Sandro Costa

Personal information
- Full name: Sandro Rafael Ferreira Costa
- Date of birth: 23 September 1995 (age 29)
- Place of birth: Barcelos, Portugal
- Height: 1.84 m (6 ft 1⁄2 in)
- Position(s): Centre-back

Team information
- Current team: Limianos

Youth career
- 2005–2009: Braga
- 2009–2014: Gil Vicente

Senior career*
- Years: Team / Apps / (Gls)
- 2014–2015: Vilaverdense / 30 / (0)
- 2015–2018: Gil Vicente / 88 / (0)
- 2018–2019: Rieti / 0 / (0)
- 2019–2020: Pinhalnovense / 25 / (0)
- 2020–2022: Oriental Dragon / 53 / (1)
- 2022–2023: Vianense / 39 / (0)
- 2024–: Limianos / 15 / (0)

= Sandro Costa =

Portuguese footballer

Sandro Rafael Ferreira Costa (born 23 September 1995) is a Portuguese professional footballer who plays as a central defender for A.D. Os Limianos.

==Club career==
===Gil Vicente===
Born in Barcelos, Braga District, Costa played youth football with S.C. Braga and Gil Vicente FC, joining the latter's academy at the age of 14. He made his senior debut with Vilaverdense F.C. in the lower leagues.
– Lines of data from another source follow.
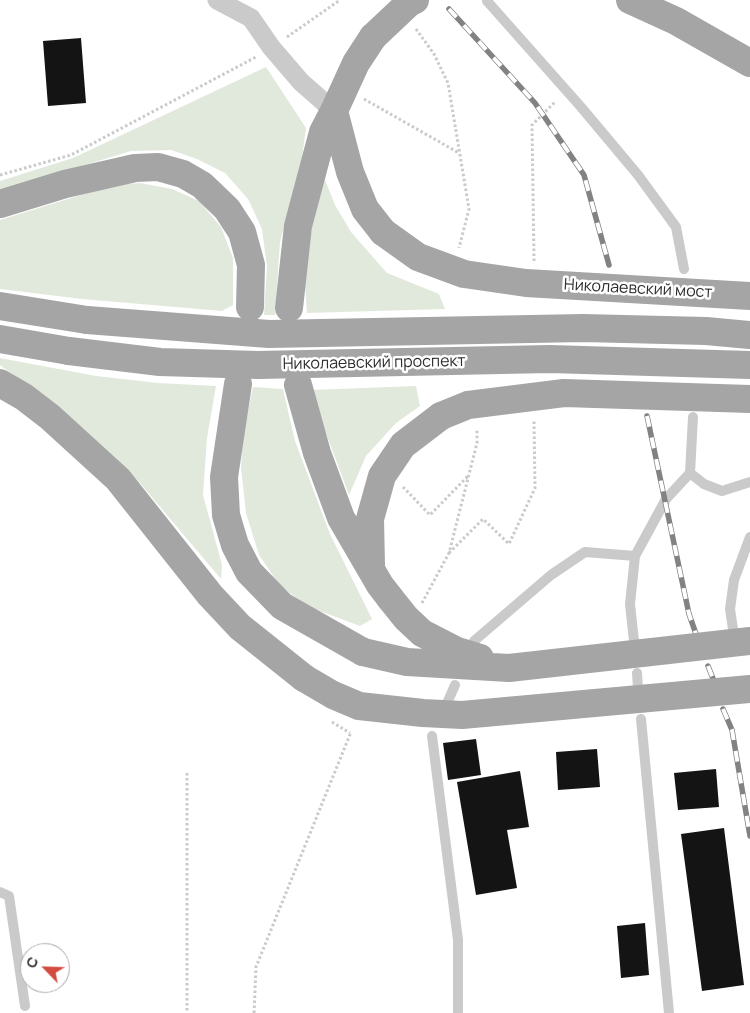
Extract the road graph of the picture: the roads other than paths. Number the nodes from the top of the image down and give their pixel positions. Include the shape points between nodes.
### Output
1 (216, 0) edge
2 (415, 0) edge
3 (630, 0) edge
4 (487, 1) edge
5 (750, 63) edge
6 (334, 111) junction
7 (0, 204) edge
8 (684, 269) dead end
9 (750, 296) edge
10 (0, 306) edge
11 (250, 307) dead end
12 (289, 308) dead end
13 (750, 335) edge
14 (0, 338) edge
15 (750, 366) edge
16 (0, 383) edge
17 (238, 384) dead end
18 (298, 385) dead end
19 (750, 399) edge
20 (693, 417) dead end
21 (690, 473) junction
22 (750, 482) edge
23 (750, 537) edge
24 (635, 556) junction
25 (371, 567) junction
26 (742, 635) edge
27 (474, 641) dead end
28 (634, 641) dead end
29 (510, 668) junction
30 (636, 674) dead end
31 (455, 685) dead end
32 (638, 688) dead end
33 (750, 689) edge
34 (448, 701) dead end
35 (641, 720) dead end
36 (432, 736) dead end
37 (0, 892) edge
38 (25, 1006) dead end
39 (458, 1013) edge
40 (669, 1013) edge

1 - 6 street via 251,18 301,82
2 - 6 main road, bridge via 373,37 356,63
3 - 5 main road via 676,21
4 - 8 lane via 587,114 676,227
6 - 9 main road, Николаевский мост, bridge via 350,172 365,209 383,232 418,257 464,274 530,272
6 - 12 main road via 323,132 298,226
7 - 11 main road via 65,184 135,168 158,167 184,174 202,185 227,208 242,232 251,266
10 - 13 main road, Николаевский проспект, bridge via 87,320 269,334 583,328
14 - 15 main road, Николаевский проспект, bridge via 69,351 160,362 258,365 550,360
16 - 33 main road, bridge via 50,417 118,479 210,595 240,627 304,678 359,706 423,714 462,714
17 - 29 main road, bridge via 224,478 226,515 248,572 282,606 363,652 406,662
18 - 25 main road via 317,453 342,518
19 - 25 main road, bridge via 564,393 468,405 441,416 403,445 382,476 370,519
20 - 21 lane
21 - 22 lane via 704,484 722,491
21 - 24 lane via 666,499
23 - 26 lane via 734,580 730,609
24 - 27 lane via 585,552 551,575
24 - 28 lane via 630,604
25 - 29 main road, bridge via 390,598 422,633 457,651
26 - 29 main road, bridge
30 - 32 lane
31 - 34 lane
35 - 40 lane
36 - 39 lane via 458,940
37 - 38 lane via 9,896

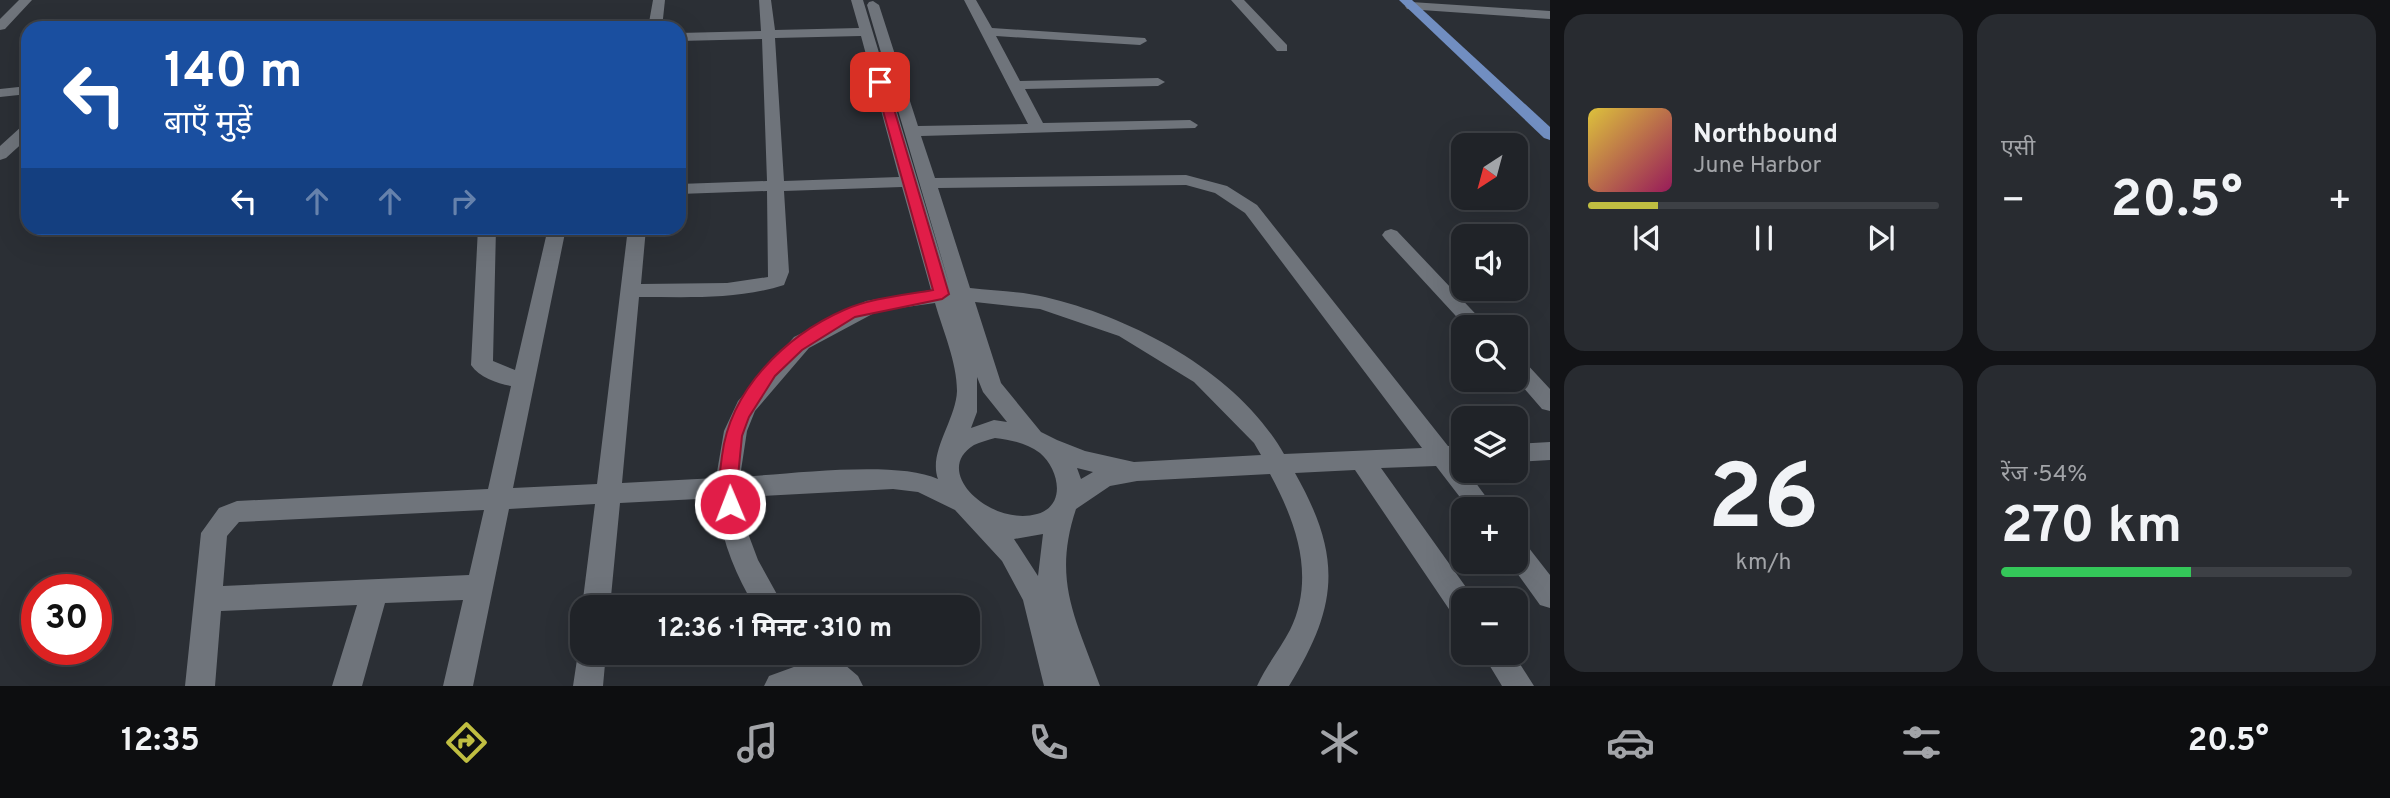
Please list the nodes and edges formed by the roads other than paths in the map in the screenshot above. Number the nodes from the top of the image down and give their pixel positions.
1 (26, 0) edge
2 (659, 0) edge
3 (765, 0) edge
4 (857, 0) edge
5 (872, 0) edge
6 (970, 0) edge
7 (1237, 0) edge
8 (1408, 3) edge
9 (1548, 16) edge
10 (656, 21) edge
11 (0, 26) edge
12 (866, 32) junction
13 (987, 32) junction
14 (769, 35) junction
15 (686, 37) edge
16 (1140, 41) dead end
17 (1282, 48) dead end
18 (1158, 82) dead end
19 (1015, 85) junction
20 (21, 91) edge
21 (0, 93) edge
22 (1190, 125) dead end
23 (1038, 128) junction
24 (912, 131) junction
25 (1550, 135) edge
26 (21, 136) edge
27 (0, 155) edge
28 (918, 182) junction
29 (774, 186) junction
30 (686, 188) edge
31 (487, 235) edge
32 (555, 235) edge
33 (636, 235) edge
34 (1391, 235) dead end
35 (630, 291) junction
36 (952, 293) junction
37 (1467, 315) edge
38 (522, 379) junction
39 (1528, 379) edge
40 (1550, 403) edge
41 (1041, 442) junction
42 (1550, 451) edge
43 (1528, 452) edge
44 (1451, 454) edge
45 (1451, 455) edge
46 (1361, 459) junction
47 (948, 460) junction
48 (1282, 464) junction
49 (1138, 471) junction
50 (893, 479) junction
51 (728, 487) junction
52 (608, 493) junction
53 (500, 498) junction
54 (967, 507) junction
55 (1065, 507) junction
56 (1528, 567) edge
57 (480, 587) junction
58 (1451, 589) edge
59 (375, 592) junction
60 (597, 595) edge
61 (762, 595) edge
62 (1550, 596) edge
63 (208, 599) junction
64 (591, 665) edge
65 (1504, 665) edge
66 (829, 670) edge
67 (200, 686) edge
68 (347, 686) edge
69 (458, 686) edge
70 (588, 686) edge
71 (779, 686) edge
72 (1059, 686) edge
73 (1085, 686) edge
74 (1272, 686) edge
75 (1519, 686) edge

1 - 11 street
2 - 10 street
3 - 14 street
4 - 12 street
5 - 24 street
6 - 13 street
7 - 17 street
8 - 9 street
8 - 25 main road
12 - 14 street
12 - 28 street
13 - 16 street
13 - 19 street
14 - 15 street
14 - 29 street
18 - 19 street
19 - 23 street
20 - 21 street
22 - 23 street
23 - 24 street
24 - 28 street
26 - 27 street
28 - 29 street
28 - 36 street
28 - 44 street
29 - 30 street
29 - 35 street
31 - 38 street
32 - 38 street
33 - 35 street
34 - 37 street
35 - 52 street
36 - 41 street
36 - 47 street
36 - 48 street
36 - 51 street
38 - 53 street
39 - 40 street
41 - 47 street
41 - 49 street
41 - 55 street
42 - 43 street
45 - 46 street
46 - 48 street
46 - 58 street
47 - 50 street
47 - 54 street
48 - 49 street
48 - 74 street
49 - 55 street
50 - 51 street
50 - 54 street
51 - 52 street
51 - 61 street
52 - 53 street
52 - 60 street
53 - 57 street
53 - 63 street
54 - 55 street
54 - 72 street
55 - 73 street
56 - 62 street
57 - 59 street
57 - 69 street
59 - 63 street
59 - 68 street
63 - 67 street
64 - 70 street
65 - 75 street
66 - 71 street

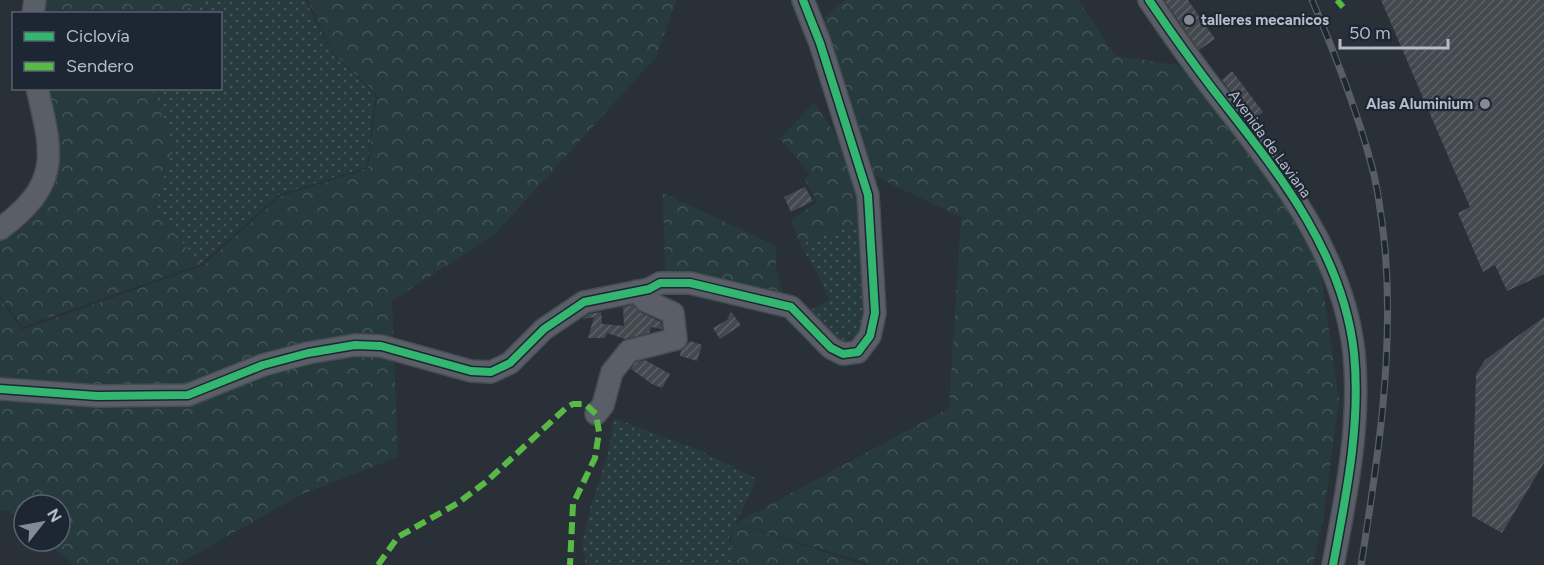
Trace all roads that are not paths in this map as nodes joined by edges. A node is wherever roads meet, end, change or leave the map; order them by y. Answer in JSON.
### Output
{"nodes":[{"id":1,"x":803,"y":0,"type":"edge"},
{"id":2,"x":1149,"y":0,"type":"edge"},
{"id":3,"x":38,"y":90,"type":"edge"},
{"id":4,"x":0,"y":229,"type":"edge"},
{"id":5,"x":637,"y":291,"type":"junction"},
{"id":6,"x":0,"y":389,"type":"edge"},
{"id":7,"x":596,"y":414,"type":"dead end"},
{"id":8,"x":1333,"y":565,"type":"edge"}],
"edges":[{"from":1,"to":5,"type":"street"},
{"from":2,"to":8,"type":"street","name":"Avenida de Laviana"},
{"from":3,"to":4,"type":"street"},
{"from":5,"to":6,"type":"street"},
{"from":5,"to":7,"type":"street"}]}
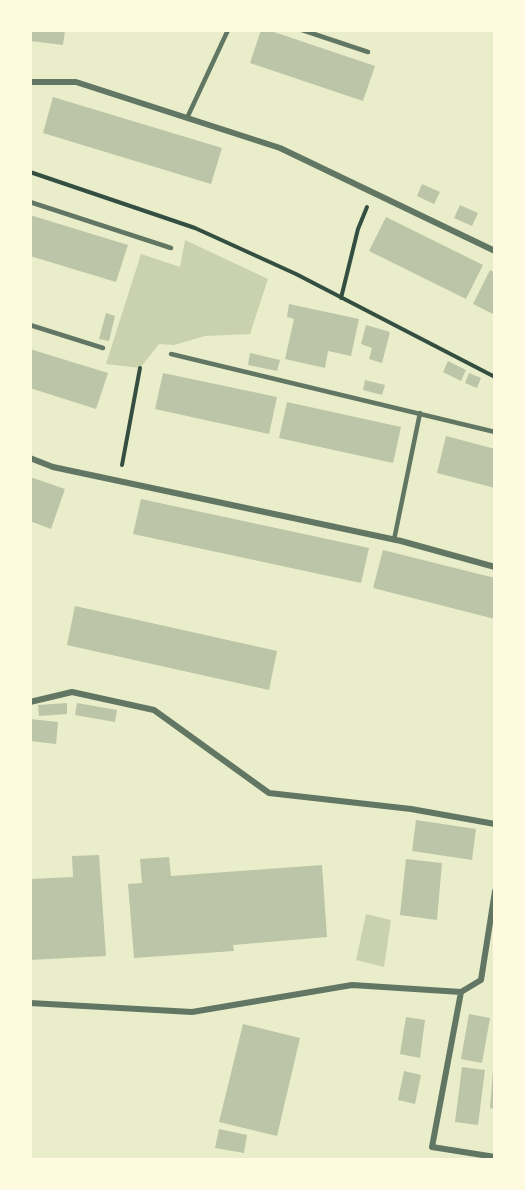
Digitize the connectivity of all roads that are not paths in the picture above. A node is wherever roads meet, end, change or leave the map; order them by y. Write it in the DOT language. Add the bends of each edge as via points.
graph roads {
  1 [pos="228,30"];
  2 [pos="302,30"];
  3 [pos="368,52"];
  4 [pos="30,82"];
  5 [pos="187,118"];
  6 [pos="30,202"];
  7 [pos="171,248"];
  8 [pos="495,251"];
  9 [pos="30,326"];
  10 [pos="103,348"];
  11 [pos="171,354"];
  12 [pos="420,413"];
  13 [pos="495,432"];
  14 [pos="30,458"];
  15 [pos="394,540"];
  16 [pos="495,567"];
  17 [pos="30,702"];
  18 [pos="495,824"];
  19 [pos="495,891"];
  20 [pos="460,992"];
  21 [pos="30,1003"];
  22 [pos="495,1157"];
  1 -- 5 [label="lane"];
  2 -- 3 [label="lane"];
  4 -- 5 [label="street" via="76,82"];
  5 -- 8 [label="street" via="280,148"];
  6 -- 7 [label="lane"];
  9 -- 10 [label="lane"];
  11 -- 12 [label="lane"];
  12 -- 13 [label="lane"];
  12 -- 15 [label="lane"];
  14 -- 15 [label="street" via="53,467"];
  15 -- 16 [label="street"];
  17 -- 18 [label="street" via="72,692 154,710 269,793 411,809"];
  19 -- 20 [label="street" via="481,980"];
  20 -- 21 [label="street" via="352,985 192,1012"];
  20 -- 22 [label="street" via="432,1147"];
}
Costa's first match in the Segunda Liga with Gil occurred on 8 August 2015, when he featured the entire 1–1 home draw against C.D. Mafra. In January 2016, he was voted the competition's best young player.

===Rieti===
On 30 July 2018, Costa signed a two-year contract with Italian Serie C club F.C. Rieti. He did not appear in any competitive games due to a serious cruciate ligament injury, and left by mutual consent on 15 May 2019.